* **Exercise details**: The response should consist of the data reproduced word for word.

──────── Listed records ────────

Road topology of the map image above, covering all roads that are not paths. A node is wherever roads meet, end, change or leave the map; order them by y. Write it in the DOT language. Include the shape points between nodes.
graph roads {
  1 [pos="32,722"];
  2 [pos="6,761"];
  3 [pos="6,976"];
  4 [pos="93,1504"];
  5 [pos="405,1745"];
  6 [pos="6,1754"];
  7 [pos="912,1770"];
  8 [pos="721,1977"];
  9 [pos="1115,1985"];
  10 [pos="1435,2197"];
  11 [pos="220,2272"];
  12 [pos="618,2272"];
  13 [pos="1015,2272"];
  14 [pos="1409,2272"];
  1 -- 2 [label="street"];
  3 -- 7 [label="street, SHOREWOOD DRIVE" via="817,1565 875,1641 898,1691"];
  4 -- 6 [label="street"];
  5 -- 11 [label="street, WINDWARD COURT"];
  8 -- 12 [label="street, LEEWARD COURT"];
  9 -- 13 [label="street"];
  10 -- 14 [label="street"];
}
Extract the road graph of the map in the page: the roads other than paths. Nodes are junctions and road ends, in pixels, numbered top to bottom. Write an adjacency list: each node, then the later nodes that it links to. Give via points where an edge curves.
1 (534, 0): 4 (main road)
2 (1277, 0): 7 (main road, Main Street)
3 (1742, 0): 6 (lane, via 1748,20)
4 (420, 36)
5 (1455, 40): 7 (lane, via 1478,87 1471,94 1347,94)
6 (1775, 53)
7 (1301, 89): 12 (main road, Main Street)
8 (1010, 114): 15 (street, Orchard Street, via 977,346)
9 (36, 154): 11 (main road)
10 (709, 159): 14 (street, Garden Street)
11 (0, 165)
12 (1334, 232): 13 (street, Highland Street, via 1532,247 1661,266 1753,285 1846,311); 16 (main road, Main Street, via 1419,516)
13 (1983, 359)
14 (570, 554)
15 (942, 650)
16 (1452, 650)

────────

* **Response area**:
Road topology of the map image above, covering all roads that are not paths. A node is wherever roads meet, end, change or leave the map; order them by y. Write it in the DOT language. Include the shape points between nodes.
graph roads {
  1 [pos="32,722"];
  2 [pos="6,761"];
  3 [pos="6,976"];
  4 [pos="93,1504"];
  5 [pos="405,1745"];
  6 [pos="6,1754"];
  7 [pos="912,1770"];
  8 [pos="721,1977"];
  9 [pos="1115,1985"];
  10 [pos="1435,2197"];
  11 [pos="220,2272"];
  12 [pos="618,2272"];
  13 [pos="1015,2272"];
  14 [pos="1409,2272"];
  1 -- 2 [label="street"];
  3 -- 7 [label="street, SHOREWOOD DRIVE" via="817,1565 875,1641 898,1691"];
  4 -- 6 [label="street"];
  5 -- 11 [label="street, WINDWARD COURT"];
  8 -- 12 [label="street, LEEWARD COURT"];
  9 -- 13 [label="street"];
  10 -- 14 [label="street"];
}
Extract the road graph of the map in the page: the roads other than paths. Nodes are junctions and road ends, in pixels, numbered top to bottom. Write an adjacency list: each node, then the later nodes that it links to. Give via points where an edge curves.
1 (534, 0): 4 (main road)
2 (1277, 0): 7 (main road, Main Street)
3 (1742, 0): 6 (lane, via 1748,20)
4 (420, 36)
5 (1455, 40): 7 (lane, via 1478,87 1471,94 1347,94)
6 (1775, 53)
7 (1301, 89): 12 (main road, Main Street)
8 (1010, 114): 15 (street, Orchard Street, via 977,346)
9 (36, 154): 11 (main road)
10 (709, 159): 14 (street, Garden Street)
11 (0, 165)
12 (1334, 232): 13 (street, Highland Street, via 1532,247 1661,266 1753,285 1846,311); 16 (main road, Main Street, via 1419,516)
13 (1983, 359)
14 (570, 554)
15 (942, 650)
16 (1452, 650)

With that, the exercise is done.